J'avais tellement envie que tu puisses voir qui j'étais, qui j'étais vraiment. Tu aurais su. Et je t'aurais tout donné. J'avais tant de choses à donner.
Je sais bien que tu m'oublies. Autour de toi, la vie n'a pas changé et absorbe sans remède mon souvenir. Mais moi, je ne t'oublie pas et je ne parviens pas à penser à autre chose. Le plus dur, bien sûr, c'est au réveil et au momnt de se coucher. Beaucoup de choses me reviennent alors. Mais pendant la journée également, il suffit d'un éclat de soleil, d'une note de musique, et j'ai devant les yeux de nombreux paysages qui t'appartiennent. Je me demande : es-tu à ta fenêtre, pendant que je te parle? Et tes yeux se perdant, te laisses-tu entraîner comme moi par quelques flottants morceaux de souvenirs? T'est-il arrivé, ces derniers temps, de verser des larmes que tu croyais sans raison, de sentir ton coeur empoigné par une inexplicable faiblesse?
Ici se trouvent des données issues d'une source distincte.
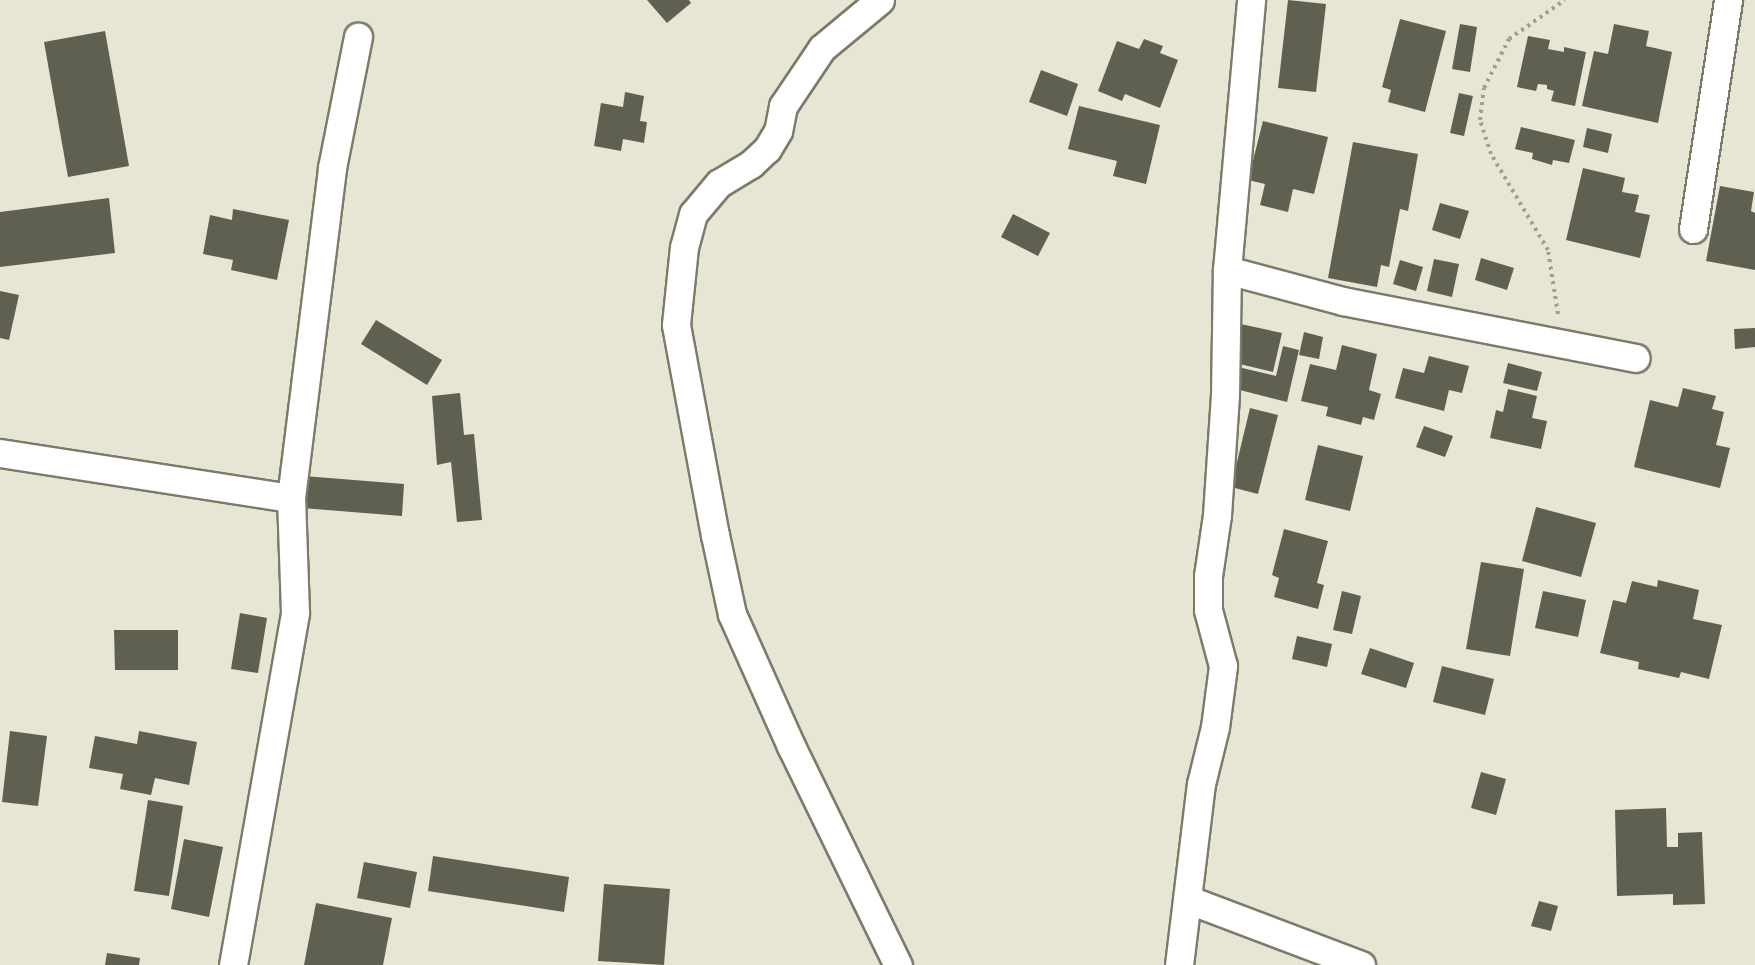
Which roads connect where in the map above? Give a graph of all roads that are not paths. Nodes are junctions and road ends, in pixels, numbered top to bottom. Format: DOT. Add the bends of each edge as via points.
graph roads {
  1 [pos="880,0"];
  2 [pos="1251,0"];
  3 [pos="1728,0"];
  4 [pos="358,37"];
  5 [pos="1693,229"];
  6 [pos="1227,270"];
  7 [pos="1636,358"];
  8 [pos="0,453"];
  9 [pos="291,498"];
  10 [pos="1189,900"];
  11 [pos="233,965"];
  12 [pos="898,965"];
  13 [pos="1179,965"];
  14 [pos="1361,965"];
  1 -- 12 [label="street" via="822,48 783,106 778,131 766,149 751,164 719,183 693,214 684,247 676,325 732,614 791,746"];
  2 -- 6 [label="street"];
  3 -- 5 [label="street"];
  4 -- 9 [label="street" via="332,168"];
  6 -- 7 [label="street" via="1343,301"];
  6 -- 10 [label="street" via="1226,394 1218,515 1208,576 1208,610 1223,666 1202,784"];
  8 -- 9 [label="street"];
  9 -- 11 [label="street" via="295,612"];
  10 -- 13 [label="street"];
  10 -- 14 [label="street"];
}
Est-ce que tu n'as pas cru défaillir, par instants, alors que tu pensais simplement rire ou lancer une plasanterie t que tes genoux ont commencé à trembler? Y a-t-il encore des mélodies que tu écoutes avec peine?
Tu n'as rien appris. Il n'y a plus qu'à attendre que les beaux jours reviennent, que tu puisses ôter l'étole de soie qui entourait ton visage, que tu puisses ouvrir grandes les fenêtres de ta maison, et tout ce qui reste de poussière de moi sera balayé avec la lumière de l'été.